Como calcular o IOF sobre empréstimos?

É possível calcular o IOF sobre empréstimos de forma semelhante à usada para financiamentos imobiliários que não são isentos dessa cobrança. É necessário pagar uma alíquota de 0,38% de IOF em cima do valor total do crédito, além também da alíquota diária de 0,0082% do valor da operação, assim como nos financiamentos. 

Agora vamos exemplificar como calcular o IOF para outros tipos de operações financeiras comuns:

  • Cartão de crédito rotativo – aplique a alíquota fixa de 0,38% sobre o valor atrasado + 0,0082% por dia de atraso do pagamento do cartão;
  • Câmbio – aplique uma alíquota de 1,1% sobre o valor da operação da compra ou venda em moeda estrangeira;
  • Compras internacionais no cartão de crédito – alíquota de 6,38% sobre o valor da compra;
  • Cheque especial – aplique a alíquota fixa de 0,38% sobre o valor devido + 0,0082% por dia de dívida não quitada;
  • Seguros – os seguros pessoais, como seguros de vida e de acidentes, têm alíquota de 0,38% sobre o valor do prêmio pago pelo segurado ao passo que os seguros de bens, como os de automóveis, têm alíquota de 7,38%. O teto para seguros é de 25% de alíquota;
  • Investimentos – a alíquota incide somente sobre os rendimentos, por isso, a cobrança é reduzida diariamente e varia de 96% (caso o saque seja feito em dia) a zero (para resgates feitos após 30 dias). Tesouro Direto e CDBs são investimentos que podem ser tributados dessa forma, já outros são isentos de IOF, como a poupança, as letras de crédito imobiliárias e os investimentos em ações.

Quem tem direto de isenção do IOF?

Durante boa parte do ano de 2020, o Governo Federal concedeu isenção de cobrança do IOF para operações de crédito, para incentivar o aquecimento da economia em tempos de pandemia. Ou seja, de abril ao fim de novembro, e na segunda metade de dezembro, o imposto não foi recolhido, porém, a cobrança foi normalizada em 2021. 

Como já falamos aqui, também há isenção de IOF para financiamentos imobiliários habitacionais. O imposto também não incide sobre os seguros obrigatórios em financiamentos do SFH (Sistema Financeiro de Habitação), que são o seguro por Morte e Invalidez Permanente e seguro relativo a Danos Físicos ao Imóvel. 

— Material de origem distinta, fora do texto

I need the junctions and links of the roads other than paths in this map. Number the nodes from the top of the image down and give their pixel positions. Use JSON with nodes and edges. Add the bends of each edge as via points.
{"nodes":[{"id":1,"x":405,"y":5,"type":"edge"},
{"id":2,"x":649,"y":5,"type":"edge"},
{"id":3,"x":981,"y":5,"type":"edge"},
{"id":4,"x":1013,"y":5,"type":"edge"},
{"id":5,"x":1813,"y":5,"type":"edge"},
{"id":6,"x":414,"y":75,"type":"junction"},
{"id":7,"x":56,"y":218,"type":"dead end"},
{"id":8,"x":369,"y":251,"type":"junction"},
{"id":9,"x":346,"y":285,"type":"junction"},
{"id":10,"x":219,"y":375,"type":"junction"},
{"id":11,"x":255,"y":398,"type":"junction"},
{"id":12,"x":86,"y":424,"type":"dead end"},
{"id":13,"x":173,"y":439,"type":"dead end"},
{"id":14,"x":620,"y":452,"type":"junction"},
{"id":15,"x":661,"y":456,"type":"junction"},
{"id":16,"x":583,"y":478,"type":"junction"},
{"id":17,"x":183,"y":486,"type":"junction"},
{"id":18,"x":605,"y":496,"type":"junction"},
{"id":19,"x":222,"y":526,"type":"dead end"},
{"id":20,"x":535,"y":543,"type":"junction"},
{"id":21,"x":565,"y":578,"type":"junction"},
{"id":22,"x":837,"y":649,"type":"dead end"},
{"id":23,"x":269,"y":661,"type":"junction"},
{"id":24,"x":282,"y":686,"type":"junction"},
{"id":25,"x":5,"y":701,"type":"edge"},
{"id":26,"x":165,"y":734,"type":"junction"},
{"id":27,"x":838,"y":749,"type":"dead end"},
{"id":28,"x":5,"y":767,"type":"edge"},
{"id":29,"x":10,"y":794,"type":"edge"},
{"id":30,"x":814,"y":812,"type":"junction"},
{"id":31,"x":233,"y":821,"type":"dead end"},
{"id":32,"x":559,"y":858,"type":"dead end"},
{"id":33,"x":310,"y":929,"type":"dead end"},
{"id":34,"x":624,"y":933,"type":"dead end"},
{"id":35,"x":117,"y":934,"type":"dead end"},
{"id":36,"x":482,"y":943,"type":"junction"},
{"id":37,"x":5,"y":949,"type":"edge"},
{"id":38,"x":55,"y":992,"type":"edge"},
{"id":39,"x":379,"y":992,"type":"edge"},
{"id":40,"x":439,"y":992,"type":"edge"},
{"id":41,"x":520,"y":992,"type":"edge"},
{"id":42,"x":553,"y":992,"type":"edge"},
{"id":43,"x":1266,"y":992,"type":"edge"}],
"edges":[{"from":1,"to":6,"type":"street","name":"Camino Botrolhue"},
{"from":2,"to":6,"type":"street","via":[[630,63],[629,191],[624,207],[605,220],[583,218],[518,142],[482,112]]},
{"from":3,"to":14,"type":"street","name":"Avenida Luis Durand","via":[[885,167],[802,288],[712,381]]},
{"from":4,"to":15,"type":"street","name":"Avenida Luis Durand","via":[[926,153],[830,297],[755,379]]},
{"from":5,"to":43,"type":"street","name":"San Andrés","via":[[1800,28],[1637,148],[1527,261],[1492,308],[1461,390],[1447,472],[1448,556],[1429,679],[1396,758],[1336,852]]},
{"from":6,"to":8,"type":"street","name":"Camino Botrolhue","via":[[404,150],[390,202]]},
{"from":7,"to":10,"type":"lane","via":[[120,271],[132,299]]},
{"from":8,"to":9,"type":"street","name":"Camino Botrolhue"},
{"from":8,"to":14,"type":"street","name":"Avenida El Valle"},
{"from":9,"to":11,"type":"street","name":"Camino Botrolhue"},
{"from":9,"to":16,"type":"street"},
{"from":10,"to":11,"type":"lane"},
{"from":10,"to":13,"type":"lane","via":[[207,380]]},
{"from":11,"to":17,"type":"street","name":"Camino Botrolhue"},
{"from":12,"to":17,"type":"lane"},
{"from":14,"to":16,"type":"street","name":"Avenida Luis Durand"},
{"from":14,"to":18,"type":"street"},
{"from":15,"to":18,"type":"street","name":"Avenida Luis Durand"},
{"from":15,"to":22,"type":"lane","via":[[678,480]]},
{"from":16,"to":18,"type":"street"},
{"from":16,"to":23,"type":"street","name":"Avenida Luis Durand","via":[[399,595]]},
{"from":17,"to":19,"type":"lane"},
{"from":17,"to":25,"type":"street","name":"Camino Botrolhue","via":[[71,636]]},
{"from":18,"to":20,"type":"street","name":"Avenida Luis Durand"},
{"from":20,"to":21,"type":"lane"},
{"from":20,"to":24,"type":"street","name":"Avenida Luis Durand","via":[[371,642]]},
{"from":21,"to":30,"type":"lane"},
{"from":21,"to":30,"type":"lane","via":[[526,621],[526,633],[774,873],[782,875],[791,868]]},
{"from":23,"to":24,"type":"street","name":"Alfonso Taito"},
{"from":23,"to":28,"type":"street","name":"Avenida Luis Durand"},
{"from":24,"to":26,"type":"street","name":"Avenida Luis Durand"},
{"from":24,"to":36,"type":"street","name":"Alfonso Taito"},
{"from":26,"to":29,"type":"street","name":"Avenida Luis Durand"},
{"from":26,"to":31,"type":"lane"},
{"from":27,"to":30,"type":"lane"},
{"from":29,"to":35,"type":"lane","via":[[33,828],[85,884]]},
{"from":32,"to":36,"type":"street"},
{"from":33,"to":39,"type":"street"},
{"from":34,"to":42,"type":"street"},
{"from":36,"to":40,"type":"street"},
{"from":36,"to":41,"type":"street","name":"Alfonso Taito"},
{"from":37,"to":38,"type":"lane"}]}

Além disso, algumas pessoas têm direito por lei a não ter IOF e IPI cobrados no financiamento de automóveis. São elas: taxistas, pessoas com deficiência física, visual ou mental severa e pessoas com autismo. Essa condição precisa ser atestada pelo Detran estadual por meio de perícia médica e a solicitação de isenção pode ser feita na Receita Federal pela internet. 

Gostou do nosso post? A Nova Época Imóveis espera que você tenha conseguido entender o que é o Imposto sobre Operações Financeiras, como ele funciona, quem deve pagá-lo e como calculá-lo.